He competed with Chris Houston and Bill Bentley throughout training camp in  for the starting cornerback role. Head coach Jim Schwartz named Slay the starting cornerback to begin his rookie season.

He earned his first start in his professional regular season debut during the 2013 season opener against the Minnesota Vikings and recorded four solo tackles and a pass deflection as the Lions won 34–24. After giving up a big play, he was benched in favor for veteran Rashean Mathis in the fourth quarter. Slay started the following week, but after struggling he was demoted in favor of Mathis and only appeared on special teams during the Lions' Week 3 victory over the Washington Redskins. On September 29, 2013, Slay had a season-high seven combined tackles and a defense pass in a 40–32 victory over the Chicago Bears. On December 7, 2013, it was confirmed that Slay had suffered a torn meniscus during practice. The injury happened during a non-contact drill and was described as a "freak" accident by head coach Jim Schwartz. It caused him to miss the following three games (Weeks 14–16). On December 31, 2013, the Detroit Lions fired head coach Jim Schwartz after they failed to qualify for the playoffs and finished with a 7–9 record in 2013. Slay finished with 34 combined tackles (27 solo) and six passes defended in four starts and 13 games.

2014
Slay entered training camp slated as a starting cornerback, along with Rashean Mathis, but saw minor competition from Chris Houston. Head coach Jim Caldwell named Slay and Rashean Mathis the starting cornerbacks to begin the regular season in 2014.

Slay started the season-opener against the New York Giants and recorded three solo tackles and a season-high three pass deflections in a 35–14 victory. On September 28, 2014, Slay recorded five combined tackles, deflected a pass, and made his first career interception during a 24–17 victory at the New York Jets in Week 4. Slay made his first career interception off a pass by quarterback Geno Smith, that was originally intended for wide receiver Eric Decker, and returned it for a 40-yard gain in the fourth quarter. In Week 13, he collected a season-high eight combined tackles and had a season-high three pass deflections in the Lions' 34–17 win against the Chicago Bears. On December 14, 2014, Slay recorded five combined tackles, deflected two passes, and made an interception during the Lions' 16–14 win against the Minnesota Vikings in Week 15. Slay intercepted a pass by Vikings' quarterback Teddy Bridgewater, that was intended for wide receiver Greg Jennings, in the second quarter. He started in all 16 games in 2014 and recorded a career-high 61 combined tackles (48 solo), 17 pass deflections, and two interceptions.

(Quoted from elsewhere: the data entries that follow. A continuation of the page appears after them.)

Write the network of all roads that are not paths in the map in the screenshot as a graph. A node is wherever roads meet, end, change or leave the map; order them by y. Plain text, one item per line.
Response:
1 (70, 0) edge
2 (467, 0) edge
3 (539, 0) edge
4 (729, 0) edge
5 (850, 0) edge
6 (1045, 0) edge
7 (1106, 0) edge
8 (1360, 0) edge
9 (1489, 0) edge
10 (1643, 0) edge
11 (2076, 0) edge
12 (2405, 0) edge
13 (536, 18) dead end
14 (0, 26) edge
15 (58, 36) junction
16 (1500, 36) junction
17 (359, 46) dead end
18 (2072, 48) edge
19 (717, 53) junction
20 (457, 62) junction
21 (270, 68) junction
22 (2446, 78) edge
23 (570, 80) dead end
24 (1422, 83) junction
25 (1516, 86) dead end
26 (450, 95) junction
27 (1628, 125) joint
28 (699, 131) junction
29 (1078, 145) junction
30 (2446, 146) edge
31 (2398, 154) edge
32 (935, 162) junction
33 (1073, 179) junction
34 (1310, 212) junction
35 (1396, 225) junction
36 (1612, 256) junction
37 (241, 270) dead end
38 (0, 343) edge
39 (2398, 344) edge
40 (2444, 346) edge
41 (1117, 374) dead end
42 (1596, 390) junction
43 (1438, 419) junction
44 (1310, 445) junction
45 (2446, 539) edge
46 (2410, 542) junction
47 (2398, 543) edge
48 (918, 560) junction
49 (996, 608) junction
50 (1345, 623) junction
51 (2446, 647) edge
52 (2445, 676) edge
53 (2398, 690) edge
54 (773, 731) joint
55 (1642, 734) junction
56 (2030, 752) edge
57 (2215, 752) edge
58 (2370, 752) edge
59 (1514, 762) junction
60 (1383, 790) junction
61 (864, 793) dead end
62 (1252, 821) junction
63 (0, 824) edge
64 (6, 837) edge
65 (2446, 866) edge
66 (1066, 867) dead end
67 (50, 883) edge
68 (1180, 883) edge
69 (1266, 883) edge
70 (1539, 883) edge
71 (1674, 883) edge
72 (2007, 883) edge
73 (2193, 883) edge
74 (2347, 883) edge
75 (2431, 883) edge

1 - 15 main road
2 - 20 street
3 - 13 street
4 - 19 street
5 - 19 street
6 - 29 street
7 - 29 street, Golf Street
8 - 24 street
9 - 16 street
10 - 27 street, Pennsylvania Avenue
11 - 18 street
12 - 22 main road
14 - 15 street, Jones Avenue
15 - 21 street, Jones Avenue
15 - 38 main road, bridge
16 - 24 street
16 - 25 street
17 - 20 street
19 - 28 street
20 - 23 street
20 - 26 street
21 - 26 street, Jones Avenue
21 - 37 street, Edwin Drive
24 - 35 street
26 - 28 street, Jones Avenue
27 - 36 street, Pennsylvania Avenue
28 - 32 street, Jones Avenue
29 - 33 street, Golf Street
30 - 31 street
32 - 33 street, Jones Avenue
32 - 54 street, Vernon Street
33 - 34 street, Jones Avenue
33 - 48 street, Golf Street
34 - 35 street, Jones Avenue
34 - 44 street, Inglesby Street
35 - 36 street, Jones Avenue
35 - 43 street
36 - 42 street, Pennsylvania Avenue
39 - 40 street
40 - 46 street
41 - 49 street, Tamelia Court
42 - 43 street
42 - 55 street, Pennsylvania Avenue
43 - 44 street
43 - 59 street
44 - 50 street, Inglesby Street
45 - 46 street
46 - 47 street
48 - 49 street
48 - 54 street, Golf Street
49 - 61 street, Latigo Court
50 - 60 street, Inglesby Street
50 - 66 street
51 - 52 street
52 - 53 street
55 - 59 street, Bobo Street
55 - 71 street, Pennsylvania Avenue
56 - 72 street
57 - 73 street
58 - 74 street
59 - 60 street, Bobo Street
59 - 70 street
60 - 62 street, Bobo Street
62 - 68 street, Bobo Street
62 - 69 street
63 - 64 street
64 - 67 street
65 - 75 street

The Detroit Lions finished second in the NFC North with an 11–5 record and qualified for a playoff berth. On January 4, 2015, Slay started his first career playoff game and made one solo tackle and broke up a pass as the Lions lost the NFC Wildcard Game 24–20 at the Dallas Cowboys.

2015
Slay entered training camp slated as a starting cornerback. Defensive coordinator Teryl Austin retained Slay and Rashean Mathis as the starting cornerback duo to start the 2015 season.

He started in the Detroit Lions' season-opener at the San Diego Chargers and recorded five solo tackles, a pass deflection, and intercepted a pass by quarterback Philip Rivers during a 28–33 loss. On December 13, 2015, he recorded two solo tackles, deflected a pass, and intercepted St. Louis Rams' quarterback Case Keenum during a 14–21 loss. The next week, he collected a season-high seven combined tackles and two pass deflections, as the Lions defeated the New Orleans Saints 35–27. He started all 16 games in 2015 and recorded 59 combined tackles (48 solo), 13 pass deflections, and two interceptions.

2016
On July 29, 2016, the Detroit Lions signed Slay to a four-year, $48.15 million contract extension with $23.1 million guaranteed and a signing bonus of $14.5 million.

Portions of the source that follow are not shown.